How can I protect a serialized object if I send a serialized object over the network? I doubt that hackers can interrupt / crack my data.
can anyone talk in detail about how to implement this?
These two presentations provide ideas on how effectively attackers can interfere with the Java serialized stream:
https://www.owasp.org/images/e/eb/OWASP_IL_2008_Shai_Chen_PT_to_Java_Client_Server_Apps.ppt
http://www.andlabs.org/presentations/Attacking_JAVA_Serialized_Communication-slides.pdf
There is also the risk of introducing unexpected behavior and injecting code if a vulnerable class exists in the path to the server class. See this article:
Expected Java Deserialization
java.crypto.SealedObject is what you are looking for.
java.crypto.SealedObject
You can encrypt or use it, but the java serial format is the choice to send over the network. The best solution would be JSON / XML (encrypted or signed with some cryptographic algorithm).
Look at encryption, as mentioned earlier, but more specifically look at the SSL / TLS library hte for network communication in java.

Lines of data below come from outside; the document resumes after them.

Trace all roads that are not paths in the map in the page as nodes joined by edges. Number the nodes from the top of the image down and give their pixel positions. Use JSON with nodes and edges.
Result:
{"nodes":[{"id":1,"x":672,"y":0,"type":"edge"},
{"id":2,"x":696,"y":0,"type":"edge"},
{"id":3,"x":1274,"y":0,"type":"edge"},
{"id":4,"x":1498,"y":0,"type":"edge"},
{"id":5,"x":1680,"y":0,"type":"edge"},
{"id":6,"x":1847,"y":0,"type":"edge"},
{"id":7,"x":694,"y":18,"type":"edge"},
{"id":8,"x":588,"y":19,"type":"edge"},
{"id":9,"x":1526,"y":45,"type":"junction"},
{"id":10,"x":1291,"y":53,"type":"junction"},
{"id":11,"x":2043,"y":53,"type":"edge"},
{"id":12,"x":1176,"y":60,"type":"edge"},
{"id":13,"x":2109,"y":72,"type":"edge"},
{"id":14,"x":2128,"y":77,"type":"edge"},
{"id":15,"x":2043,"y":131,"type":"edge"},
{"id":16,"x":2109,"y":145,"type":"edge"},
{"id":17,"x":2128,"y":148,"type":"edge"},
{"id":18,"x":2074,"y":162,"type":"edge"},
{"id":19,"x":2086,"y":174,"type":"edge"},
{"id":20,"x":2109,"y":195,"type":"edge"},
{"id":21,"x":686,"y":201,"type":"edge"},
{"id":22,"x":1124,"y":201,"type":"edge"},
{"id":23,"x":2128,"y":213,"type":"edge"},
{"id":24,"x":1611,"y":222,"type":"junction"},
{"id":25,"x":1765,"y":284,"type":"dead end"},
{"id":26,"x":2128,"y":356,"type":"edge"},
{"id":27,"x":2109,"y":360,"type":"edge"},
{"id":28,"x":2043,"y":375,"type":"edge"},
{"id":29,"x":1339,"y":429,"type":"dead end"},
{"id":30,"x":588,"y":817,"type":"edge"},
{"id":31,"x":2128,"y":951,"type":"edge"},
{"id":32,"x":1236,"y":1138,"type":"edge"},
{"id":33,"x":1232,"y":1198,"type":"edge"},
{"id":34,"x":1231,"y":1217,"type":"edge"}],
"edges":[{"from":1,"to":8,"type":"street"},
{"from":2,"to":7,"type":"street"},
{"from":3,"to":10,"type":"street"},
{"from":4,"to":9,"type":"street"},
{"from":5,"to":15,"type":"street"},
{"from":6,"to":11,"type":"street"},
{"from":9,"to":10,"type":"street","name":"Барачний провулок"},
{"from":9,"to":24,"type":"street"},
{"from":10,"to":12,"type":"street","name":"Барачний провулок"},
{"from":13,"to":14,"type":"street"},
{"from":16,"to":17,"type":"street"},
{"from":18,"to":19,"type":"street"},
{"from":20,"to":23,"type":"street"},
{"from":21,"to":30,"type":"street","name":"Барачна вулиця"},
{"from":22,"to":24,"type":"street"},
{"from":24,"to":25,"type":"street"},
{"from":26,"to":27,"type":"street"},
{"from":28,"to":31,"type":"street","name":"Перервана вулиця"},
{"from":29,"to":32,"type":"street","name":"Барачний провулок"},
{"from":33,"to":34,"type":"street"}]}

http://juliusdavies.ca/commons-ssl/ssl.html
No need to try to implement secure encryption when there is a very powerful library built into Java.
In my opinion, you can use either SSLSocket or SealedObject . However, this will make things a little heavy for you. However, one of the options is described in this article. http://www.ibm.com/developerworks/library/j-5things1/
SSLSocket
SealedObject
You can use a signed object and a private object to protect the serialization object.